Task goal: Show all lines of the entries in which the word "lineWidth" is found.

Data section:
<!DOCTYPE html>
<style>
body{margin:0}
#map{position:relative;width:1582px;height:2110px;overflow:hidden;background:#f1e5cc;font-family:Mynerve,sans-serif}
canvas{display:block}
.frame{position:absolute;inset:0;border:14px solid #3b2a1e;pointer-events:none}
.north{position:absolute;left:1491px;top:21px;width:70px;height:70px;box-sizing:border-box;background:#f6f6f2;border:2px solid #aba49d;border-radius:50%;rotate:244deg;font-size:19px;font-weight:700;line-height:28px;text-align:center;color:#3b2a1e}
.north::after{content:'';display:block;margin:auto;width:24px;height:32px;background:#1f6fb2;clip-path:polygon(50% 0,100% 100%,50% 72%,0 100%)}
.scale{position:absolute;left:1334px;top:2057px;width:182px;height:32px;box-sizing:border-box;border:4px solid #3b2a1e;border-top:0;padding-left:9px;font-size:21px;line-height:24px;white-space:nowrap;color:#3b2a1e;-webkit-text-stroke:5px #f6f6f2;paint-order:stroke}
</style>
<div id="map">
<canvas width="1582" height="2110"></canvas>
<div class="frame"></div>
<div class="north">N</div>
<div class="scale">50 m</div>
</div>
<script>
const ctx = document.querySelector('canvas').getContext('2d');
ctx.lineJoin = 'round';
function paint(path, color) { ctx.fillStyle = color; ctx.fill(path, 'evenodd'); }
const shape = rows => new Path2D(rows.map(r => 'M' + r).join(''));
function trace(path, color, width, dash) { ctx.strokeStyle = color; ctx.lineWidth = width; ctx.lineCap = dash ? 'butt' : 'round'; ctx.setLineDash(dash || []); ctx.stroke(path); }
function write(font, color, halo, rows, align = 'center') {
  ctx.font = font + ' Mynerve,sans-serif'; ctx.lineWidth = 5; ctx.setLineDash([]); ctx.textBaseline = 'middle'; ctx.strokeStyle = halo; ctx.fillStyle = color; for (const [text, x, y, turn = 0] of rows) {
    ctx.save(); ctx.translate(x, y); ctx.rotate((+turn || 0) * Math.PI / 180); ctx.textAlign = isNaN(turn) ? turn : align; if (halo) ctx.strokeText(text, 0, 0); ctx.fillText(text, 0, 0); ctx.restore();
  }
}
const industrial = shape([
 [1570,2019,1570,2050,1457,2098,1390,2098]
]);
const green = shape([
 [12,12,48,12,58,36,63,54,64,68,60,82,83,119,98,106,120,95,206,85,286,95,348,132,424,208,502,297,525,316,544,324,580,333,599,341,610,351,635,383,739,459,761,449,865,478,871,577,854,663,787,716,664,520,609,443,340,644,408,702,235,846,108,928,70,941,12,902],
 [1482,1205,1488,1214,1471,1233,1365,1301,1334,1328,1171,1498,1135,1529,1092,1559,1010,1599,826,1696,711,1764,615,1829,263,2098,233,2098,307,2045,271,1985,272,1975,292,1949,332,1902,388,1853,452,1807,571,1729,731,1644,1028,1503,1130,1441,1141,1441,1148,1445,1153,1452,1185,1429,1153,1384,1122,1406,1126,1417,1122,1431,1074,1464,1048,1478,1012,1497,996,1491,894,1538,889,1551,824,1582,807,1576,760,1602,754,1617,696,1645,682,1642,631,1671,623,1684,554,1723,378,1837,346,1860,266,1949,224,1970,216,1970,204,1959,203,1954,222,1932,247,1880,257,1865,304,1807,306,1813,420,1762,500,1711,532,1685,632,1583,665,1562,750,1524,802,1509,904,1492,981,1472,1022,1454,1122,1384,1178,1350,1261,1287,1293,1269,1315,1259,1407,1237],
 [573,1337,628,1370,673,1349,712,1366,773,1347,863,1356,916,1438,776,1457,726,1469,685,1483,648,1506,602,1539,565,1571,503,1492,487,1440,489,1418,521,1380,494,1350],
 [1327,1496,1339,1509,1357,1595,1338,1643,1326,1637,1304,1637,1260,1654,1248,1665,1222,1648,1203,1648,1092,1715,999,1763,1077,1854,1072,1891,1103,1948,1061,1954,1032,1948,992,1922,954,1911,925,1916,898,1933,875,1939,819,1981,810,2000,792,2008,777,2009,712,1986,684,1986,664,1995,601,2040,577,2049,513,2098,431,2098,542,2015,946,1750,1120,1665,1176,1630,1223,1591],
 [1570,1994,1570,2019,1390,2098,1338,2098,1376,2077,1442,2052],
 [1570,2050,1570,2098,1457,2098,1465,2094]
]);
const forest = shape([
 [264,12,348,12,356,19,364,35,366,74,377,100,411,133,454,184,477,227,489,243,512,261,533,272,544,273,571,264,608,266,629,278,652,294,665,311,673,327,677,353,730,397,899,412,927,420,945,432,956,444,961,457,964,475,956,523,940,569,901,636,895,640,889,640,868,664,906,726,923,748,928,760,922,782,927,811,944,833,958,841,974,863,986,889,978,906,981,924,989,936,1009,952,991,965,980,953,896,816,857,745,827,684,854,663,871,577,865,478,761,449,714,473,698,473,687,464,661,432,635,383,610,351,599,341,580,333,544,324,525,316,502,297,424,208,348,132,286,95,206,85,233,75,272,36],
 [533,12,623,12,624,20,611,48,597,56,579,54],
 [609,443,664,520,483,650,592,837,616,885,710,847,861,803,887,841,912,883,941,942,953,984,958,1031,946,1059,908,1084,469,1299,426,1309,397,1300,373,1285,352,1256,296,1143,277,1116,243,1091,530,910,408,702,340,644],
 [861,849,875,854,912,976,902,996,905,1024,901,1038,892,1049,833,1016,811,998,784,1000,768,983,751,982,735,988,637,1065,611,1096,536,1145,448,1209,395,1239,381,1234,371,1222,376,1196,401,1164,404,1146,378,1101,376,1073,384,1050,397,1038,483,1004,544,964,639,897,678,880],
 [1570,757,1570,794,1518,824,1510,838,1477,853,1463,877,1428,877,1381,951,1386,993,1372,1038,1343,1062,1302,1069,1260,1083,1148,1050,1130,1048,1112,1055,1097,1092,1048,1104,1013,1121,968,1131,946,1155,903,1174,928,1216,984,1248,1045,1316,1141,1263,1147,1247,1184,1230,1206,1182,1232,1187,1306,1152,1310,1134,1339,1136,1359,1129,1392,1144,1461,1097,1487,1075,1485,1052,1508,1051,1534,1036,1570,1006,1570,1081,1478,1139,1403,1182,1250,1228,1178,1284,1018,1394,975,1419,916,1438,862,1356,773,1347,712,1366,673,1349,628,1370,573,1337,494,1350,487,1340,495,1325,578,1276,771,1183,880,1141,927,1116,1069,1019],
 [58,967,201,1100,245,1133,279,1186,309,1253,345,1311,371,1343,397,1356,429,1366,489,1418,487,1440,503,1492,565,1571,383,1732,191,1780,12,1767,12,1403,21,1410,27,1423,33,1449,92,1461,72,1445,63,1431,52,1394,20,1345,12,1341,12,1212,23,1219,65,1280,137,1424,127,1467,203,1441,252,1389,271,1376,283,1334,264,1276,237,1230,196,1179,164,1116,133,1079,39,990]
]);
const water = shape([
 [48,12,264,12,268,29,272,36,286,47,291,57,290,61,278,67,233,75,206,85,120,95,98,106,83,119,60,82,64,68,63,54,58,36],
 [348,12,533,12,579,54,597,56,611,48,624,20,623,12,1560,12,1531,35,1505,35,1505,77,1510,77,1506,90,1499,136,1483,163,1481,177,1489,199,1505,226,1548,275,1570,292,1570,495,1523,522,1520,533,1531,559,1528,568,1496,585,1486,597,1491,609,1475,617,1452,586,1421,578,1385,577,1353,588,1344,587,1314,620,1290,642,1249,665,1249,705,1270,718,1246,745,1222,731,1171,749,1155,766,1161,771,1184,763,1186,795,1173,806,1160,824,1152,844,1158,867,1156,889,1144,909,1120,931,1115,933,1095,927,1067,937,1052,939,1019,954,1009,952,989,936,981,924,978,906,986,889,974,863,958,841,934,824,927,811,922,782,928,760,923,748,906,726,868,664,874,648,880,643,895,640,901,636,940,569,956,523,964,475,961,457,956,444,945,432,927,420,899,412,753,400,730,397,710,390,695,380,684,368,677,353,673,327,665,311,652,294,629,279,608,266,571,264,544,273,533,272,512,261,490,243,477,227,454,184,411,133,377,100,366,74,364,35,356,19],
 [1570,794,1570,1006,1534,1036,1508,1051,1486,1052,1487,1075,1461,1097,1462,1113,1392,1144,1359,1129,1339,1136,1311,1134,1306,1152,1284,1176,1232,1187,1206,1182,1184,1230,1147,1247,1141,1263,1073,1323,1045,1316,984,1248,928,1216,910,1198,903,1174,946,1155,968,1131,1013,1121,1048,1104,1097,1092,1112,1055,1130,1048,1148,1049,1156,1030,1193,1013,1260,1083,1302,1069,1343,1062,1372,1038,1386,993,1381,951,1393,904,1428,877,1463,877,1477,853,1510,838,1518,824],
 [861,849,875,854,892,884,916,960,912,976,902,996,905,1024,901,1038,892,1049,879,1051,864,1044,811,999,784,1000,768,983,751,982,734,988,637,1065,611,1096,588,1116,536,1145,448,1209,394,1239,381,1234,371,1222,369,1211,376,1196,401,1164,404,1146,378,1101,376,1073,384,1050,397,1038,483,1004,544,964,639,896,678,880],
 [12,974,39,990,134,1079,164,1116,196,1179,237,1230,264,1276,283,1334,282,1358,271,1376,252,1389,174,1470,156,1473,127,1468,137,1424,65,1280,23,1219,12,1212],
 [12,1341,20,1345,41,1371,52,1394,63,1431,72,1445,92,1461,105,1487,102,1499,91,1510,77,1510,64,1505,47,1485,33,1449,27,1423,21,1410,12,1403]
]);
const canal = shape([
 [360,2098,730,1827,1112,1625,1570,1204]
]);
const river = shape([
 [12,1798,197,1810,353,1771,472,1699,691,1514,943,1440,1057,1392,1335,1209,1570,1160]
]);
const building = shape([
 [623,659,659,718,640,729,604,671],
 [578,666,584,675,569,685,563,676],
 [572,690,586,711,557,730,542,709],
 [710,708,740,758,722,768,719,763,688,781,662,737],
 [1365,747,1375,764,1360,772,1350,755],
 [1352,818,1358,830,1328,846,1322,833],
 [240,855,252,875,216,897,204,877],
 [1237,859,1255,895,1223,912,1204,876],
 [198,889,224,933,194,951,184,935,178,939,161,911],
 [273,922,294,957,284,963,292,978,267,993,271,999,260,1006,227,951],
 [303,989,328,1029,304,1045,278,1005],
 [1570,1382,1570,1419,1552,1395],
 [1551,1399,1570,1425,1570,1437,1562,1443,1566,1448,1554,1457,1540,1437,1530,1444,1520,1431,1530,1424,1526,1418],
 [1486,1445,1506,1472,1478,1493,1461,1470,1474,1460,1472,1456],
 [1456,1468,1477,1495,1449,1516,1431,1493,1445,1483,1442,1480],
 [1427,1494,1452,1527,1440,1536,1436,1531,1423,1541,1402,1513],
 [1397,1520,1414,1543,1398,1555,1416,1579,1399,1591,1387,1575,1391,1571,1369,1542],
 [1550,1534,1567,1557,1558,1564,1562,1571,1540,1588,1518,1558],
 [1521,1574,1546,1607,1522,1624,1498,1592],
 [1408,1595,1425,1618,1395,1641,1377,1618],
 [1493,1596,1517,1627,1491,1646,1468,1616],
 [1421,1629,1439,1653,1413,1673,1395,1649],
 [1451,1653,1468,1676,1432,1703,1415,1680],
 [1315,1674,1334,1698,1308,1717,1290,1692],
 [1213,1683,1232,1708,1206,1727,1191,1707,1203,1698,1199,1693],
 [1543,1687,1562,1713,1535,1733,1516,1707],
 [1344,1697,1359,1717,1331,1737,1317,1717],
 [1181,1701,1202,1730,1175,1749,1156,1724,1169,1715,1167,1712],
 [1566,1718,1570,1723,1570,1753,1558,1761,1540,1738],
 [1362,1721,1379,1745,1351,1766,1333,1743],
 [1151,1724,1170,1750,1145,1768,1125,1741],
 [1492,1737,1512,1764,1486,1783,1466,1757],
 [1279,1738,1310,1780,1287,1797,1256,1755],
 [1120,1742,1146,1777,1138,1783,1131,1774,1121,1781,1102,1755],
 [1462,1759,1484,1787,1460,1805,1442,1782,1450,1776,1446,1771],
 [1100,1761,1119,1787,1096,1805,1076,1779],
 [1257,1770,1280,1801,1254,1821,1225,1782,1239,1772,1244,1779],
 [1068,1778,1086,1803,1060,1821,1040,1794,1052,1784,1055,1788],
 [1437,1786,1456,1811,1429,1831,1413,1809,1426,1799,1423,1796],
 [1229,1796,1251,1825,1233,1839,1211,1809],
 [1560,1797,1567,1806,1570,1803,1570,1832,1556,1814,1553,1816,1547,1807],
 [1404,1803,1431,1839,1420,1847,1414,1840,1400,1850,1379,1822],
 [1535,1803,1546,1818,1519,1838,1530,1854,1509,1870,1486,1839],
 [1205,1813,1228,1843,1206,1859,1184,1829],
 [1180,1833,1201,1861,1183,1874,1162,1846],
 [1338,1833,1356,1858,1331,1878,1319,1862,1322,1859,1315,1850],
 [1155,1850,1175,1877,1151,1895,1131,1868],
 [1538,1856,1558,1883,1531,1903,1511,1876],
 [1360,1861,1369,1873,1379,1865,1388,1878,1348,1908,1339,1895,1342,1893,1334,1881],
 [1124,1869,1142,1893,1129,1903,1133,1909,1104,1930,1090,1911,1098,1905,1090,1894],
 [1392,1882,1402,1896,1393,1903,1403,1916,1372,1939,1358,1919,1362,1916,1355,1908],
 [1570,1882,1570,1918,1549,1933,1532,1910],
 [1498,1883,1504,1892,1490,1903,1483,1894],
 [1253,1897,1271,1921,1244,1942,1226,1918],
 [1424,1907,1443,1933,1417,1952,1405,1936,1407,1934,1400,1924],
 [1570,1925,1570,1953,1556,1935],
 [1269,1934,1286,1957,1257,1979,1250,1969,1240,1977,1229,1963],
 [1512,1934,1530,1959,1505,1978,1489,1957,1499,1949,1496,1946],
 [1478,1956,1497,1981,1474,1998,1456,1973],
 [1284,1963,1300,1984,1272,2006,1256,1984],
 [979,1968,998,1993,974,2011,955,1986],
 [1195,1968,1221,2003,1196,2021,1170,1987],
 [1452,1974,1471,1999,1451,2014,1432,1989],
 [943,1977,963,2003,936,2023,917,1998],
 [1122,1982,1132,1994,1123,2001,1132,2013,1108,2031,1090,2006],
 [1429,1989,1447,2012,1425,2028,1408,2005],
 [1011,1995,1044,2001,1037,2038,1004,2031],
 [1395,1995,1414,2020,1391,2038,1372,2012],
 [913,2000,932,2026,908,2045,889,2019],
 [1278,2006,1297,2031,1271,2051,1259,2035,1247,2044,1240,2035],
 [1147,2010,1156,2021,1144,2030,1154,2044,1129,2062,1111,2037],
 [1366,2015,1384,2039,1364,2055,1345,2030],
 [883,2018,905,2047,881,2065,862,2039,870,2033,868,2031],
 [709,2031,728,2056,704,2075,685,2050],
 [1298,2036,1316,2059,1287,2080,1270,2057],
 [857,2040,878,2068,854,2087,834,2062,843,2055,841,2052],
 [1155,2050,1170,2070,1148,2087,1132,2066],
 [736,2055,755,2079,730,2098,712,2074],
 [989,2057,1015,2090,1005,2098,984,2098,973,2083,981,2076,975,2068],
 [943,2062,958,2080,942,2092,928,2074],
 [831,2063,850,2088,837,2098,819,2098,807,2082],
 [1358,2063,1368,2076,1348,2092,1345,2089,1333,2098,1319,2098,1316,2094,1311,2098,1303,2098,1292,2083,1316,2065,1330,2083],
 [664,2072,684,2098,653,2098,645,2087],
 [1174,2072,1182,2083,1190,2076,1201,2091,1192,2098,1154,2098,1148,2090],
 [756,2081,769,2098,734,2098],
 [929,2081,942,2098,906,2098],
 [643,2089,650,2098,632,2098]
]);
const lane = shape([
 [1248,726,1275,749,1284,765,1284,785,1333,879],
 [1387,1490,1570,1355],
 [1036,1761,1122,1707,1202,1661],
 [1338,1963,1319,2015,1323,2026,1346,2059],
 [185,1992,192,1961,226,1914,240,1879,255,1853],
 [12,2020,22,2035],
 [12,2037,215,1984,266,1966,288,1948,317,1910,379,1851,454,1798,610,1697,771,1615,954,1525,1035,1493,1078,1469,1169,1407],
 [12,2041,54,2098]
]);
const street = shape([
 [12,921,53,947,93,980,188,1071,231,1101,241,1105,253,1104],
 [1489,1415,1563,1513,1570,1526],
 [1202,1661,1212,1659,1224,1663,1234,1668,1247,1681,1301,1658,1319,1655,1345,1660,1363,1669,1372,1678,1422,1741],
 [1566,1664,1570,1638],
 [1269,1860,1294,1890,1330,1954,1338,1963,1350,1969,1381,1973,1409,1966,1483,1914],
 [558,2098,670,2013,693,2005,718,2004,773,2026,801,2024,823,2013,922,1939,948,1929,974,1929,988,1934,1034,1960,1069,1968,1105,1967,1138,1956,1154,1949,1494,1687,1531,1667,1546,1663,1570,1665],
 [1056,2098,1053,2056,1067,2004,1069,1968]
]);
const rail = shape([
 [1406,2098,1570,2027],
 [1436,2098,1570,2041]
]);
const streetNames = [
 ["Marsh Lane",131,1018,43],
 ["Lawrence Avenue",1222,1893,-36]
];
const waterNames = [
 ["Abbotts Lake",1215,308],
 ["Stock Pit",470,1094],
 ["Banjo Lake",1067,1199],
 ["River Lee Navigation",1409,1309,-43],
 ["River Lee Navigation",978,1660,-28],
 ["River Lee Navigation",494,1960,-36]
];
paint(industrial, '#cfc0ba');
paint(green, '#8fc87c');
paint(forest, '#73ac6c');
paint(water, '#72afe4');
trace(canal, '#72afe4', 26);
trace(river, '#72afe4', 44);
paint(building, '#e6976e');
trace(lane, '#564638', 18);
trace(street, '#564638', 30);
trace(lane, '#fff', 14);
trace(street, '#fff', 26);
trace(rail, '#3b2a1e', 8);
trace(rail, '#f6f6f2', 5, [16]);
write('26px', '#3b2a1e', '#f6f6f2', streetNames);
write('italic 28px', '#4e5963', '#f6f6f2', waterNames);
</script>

Task solution:
function trace(path, color, width, dash) { ctx.strokeStyle = color; ctx.lineWidth = width; ctx.lineCap = dash ? 'butt' : 'round'; ctx.setLineDash(dash || []); ctx.stroke(path); }
  ctx.font = font + ' Mynerve,sans-serif'; ctx.lineWidth = 5; ctx.setLineDash([]); ctx.textBaseline = 'middle'; ctx.strokeStyle = halo; ctx.fillStyle = color; for (const [text, x, y, turn = 0] of rows) {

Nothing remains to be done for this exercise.